As shown by the two heat maps (Fig. 1), Frames 1 and 2 were almost identical with negligible differences in pressure at the head position. Frames 1 and 2 had a correlation coefficient of 0.977. In contrast, the patient assumed a different lying position between frames 2 and 3. The correlation coefficient between frames 2 and frame 3 was very low (correlation coefficient = 0.332). If there is movement between two frames (e.g. the patient moves from one position to another position), the pressure value at the same position would change considerably, resulting in a lower correlation coefficient.

Fig. 1
figure 1

Heat map of pressure for a patient at three different changes and correlation of pressure between changes

If the correlation coefficient was above 0.99, pairs of frames show almost no difference in the number of activated sensors (Fig. 2 Panel A) with absolute differences in pressure values close to zero (Fig. 2 Panel B). The difference in the number of activated sensors and pressure values increased when there was a decrease in the correlation coefficient.

Fig. 2
figure 2

Boxplot of difference in activated sensors (Panel A) and absolute pressure difference (Panel B) between frames at different correlation coefficients

Figure 3 plots correlation coefficients over 24 h in a selected patient at five sampling frequencies. The curve at low sampling frequencies (e.g. 120 s) was a similar but smoothed version of curves at higher sampling frequencies (e.g. 5 s) and having comparable times with correlation coefficient drops. Drops of correlation coefficient generated negative deflections on the curves, which indicated a complete position change as illustrated in Fig. 1. As shown in Fig. 3, the patient showed various position changes between periods of stillness.
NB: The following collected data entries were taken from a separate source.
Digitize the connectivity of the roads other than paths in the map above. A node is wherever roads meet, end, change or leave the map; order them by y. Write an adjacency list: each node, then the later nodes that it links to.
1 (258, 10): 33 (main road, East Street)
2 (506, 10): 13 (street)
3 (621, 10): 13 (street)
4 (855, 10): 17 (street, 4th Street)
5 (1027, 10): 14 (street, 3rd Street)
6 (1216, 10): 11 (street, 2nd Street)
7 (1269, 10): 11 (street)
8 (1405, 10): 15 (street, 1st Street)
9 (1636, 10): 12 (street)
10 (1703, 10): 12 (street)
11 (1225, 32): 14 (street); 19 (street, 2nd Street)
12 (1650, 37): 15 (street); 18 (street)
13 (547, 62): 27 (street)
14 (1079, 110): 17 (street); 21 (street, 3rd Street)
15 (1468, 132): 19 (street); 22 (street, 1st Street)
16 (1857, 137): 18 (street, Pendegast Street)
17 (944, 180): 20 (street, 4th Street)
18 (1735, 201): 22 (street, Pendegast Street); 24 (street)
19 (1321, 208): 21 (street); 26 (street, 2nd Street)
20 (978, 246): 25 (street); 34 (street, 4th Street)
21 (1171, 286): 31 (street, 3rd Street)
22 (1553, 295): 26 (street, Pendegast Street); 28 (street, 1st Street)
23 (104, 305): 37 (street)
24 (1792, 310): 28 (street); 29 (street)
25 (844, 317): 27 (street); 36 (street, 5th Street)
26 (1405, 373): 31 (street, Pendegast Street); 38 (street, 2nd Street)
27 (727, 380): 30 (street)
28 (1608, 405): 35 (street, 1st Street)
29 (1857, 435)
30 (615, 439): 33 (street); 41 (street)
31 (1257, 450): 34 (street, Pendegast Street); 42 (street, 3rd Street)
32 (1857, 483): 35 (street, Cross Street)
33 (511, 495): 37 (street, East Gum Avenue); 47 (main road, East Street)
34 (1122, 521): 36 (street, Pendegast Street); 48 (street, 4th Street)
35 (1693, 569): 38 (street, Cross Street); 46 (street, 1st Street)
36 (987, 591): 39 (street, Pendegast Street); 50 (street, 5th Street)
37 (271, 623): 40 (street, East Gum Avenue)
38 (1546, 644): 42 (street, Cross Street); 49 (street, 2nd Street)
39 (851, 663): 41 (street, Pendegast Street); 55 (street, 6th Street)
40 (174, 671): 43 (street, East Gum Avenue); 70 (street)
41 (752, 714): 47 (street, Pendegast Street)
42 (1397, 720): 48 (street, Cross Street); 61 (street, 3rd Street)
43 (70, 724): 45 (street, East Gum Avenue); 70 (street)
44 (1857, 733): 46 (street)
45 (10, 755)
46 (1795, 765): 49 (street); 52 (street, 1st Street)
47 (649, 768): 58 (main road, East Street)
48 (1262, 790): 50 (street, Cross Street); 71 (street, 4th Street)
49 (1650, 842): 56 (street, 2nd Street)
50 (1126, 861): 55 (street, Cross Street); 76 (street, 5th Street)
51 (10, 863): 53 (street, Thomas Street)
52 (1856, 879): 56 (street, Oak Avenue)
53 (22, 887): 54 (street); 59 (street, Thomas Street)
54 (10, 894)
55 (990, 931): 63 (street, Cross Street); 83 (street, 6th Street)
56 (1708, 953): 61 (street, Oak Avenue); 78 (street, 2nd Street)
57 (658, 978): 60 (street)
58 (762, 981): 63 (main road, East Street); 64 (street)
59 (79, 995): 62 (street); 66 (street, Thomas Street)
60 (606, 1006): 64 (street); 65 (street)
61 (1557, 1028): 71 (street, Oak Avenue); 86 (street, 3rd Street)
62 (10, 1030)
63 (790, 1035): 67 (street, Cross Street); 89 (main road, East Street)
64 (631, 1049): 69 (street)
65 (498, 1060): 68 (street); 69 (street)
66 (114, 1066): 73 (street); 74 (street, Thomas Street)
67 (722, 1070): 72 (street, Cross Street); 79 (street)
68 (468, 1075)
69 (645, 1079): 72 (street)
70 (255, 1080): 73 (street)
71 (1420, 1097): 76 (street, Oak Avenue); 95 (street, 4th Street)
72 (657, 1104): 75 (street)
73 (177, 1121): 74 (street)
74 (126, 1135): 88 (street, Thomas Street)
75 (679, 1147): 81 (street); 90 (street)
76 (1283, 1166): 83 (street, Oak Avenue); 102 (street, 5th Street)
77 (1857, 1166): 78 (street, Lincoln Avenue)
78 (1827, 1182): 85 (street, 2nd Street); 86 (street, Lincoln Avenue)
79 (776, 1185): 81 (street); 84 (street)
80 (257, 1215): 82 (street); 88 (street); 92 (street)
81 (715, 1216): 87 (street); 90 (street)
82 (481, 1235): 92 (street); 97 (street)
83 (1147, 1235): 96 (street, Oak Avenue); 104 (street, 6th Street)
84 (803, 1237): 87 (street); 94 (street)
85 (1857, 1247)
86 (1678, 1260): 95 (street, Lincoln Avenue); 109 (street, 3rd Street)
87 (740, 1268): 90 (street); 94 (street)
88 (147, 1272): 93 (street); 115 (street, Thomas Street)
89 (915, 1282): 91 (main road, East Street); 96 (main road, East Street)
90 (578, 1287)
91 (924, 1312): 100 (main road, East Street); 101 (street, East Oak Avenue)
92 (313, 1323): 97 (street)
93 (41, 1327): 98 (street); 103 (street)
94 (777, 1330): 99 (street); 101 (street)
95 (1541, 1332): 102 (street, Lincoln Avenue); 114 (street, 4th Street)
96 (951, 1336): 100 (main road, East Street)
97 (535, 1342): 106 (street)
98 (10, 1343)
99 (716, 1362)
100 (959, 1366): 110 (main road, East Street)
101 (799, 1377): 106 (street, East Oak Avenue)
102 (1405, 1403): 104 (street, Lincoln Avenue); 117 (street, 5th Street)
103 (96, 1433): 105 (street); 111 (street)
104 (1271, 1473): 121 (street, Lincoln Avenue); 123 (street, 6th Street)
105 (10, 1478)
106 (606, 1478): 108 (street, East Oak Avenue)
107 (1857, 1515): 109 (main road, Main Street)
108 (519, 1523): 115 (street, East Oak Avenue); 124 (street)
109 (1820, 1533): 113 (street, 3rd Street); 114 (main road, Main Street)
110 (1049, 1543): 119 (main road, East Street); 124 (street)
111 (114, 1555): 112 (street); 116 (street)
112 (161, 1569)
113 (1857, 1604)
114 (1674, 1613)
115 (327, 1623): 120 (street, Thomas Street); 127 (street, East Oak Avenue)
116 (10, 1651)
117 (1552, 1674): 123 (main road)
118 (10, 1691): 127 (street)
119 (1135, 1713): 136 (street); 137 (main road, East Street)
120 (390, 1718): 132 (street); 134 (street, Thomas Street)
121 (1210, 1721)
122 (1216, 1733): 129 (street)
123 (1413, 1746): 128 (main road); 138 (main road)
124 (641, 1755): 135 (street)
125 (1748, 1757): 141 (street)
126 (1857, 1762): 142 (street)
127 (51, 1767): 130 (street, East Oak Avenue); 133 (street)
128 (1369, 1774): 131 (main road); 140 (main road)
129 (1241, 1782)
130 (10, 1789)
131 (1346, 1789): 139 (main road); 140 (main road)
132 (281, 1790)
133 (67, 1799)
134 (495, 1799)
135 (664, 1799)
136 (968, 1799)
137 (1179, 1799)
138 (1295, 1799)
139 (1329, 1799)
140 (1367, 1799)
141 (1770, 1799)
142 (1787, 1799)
However, stillness sometimes was hard to define as patients may have only moved a limb without moving the trunk or torso of their body. As shown in the time period between 05:00 to 08:00, we observed continuous changes in the correlation coefficient with small deflections, which could represent a period of frequent patient repositioning.

Fig. 3
figure 3

Change of correlation coefficient within 24 h at different sampling frequencies

Plot changes in correlation coefficients, mean pressure values, number of activated sensors, and number of sensors with pressure value > 40 mm Hg over 24 h at a sampling frequency of every 60 s are illustrated in Fig. 4. The peaks and flat sections from each curve aligned well with each other. A drop in correlation coefficient values corresponded to a sharp increase in mean pressure values, number of sensors with pressure values over 40 mm Hg, and a drop in the number of activated sensors. This aligns well with our perception of pressure changes during repositioning, which should be associated with decreases in contact areas and increases in mean pressure values.

Fig. 4
figure 4

Change of correlation coefficients, mean pressure, and number of activated sensors (with pressure > 40 mmHg) over 24 h for a randomly selected patient at sampling frequency of every 60 s

‘Not-on-bed’ times were similar at sampling frequencies of 30 s and 60 s for the four study participants (Fig. 5). In comparison, it appears that sampling at longer time intervals (i.e., every 120 s), resulting in substantially less data points, may be underestimating the ‘not-on-bed’ time.

Fig. 5
figure 5

Time not-on-bed during study period for the four study participants

Next, we defined a position change as occurring if correlation coefficients were below a pre-established threshold value. Use of high threshold value for the correlation coefficient could lead to the detection of partial position change, such as limb or head movement. As expected, active time depends on the selection of correlation coefficient thresholds (Fig. 6 Panel A). A low sampling frequency of 120 s slightly overestimated values. Higher thresholds for the correlation coefficient resulted in longer active time. A low sample frequency (e.g., 120 s) resulted in slightly longer active time than high sample frequencies (e.g., 60 s or 30 s). The differences of active time between different sampling frequencies decreased with a decrease in threshold values of correlation coefficients.

Fig. 6
figure 6

Sum of active time (movement) within 24 h from randomly selected four patients at different sampling frequency (every 30 s, 60 s, 120 s) (Panel A) and Total number of position changes in 24 h from four patients at different sampling frequency (every 30 s, 60 s, and 120 s) (Panel B)

Lastly, the number of position changes captured decreased as we lowered the threshold of correlation coefficients (Fig. 6 Panel B). As expected, higher sampling frequencies identified more position changes. However, this difference was minimal once the threshold of correlation coefficient dropped below 0.9. If we set the threshold of correlation coefficient as 0.9, we observed around 20, 13, 50, and 25 active periods, respectively for the above four patients. The order of activity, based on the number of position changes, appeared consistent across all correlation coefficient values.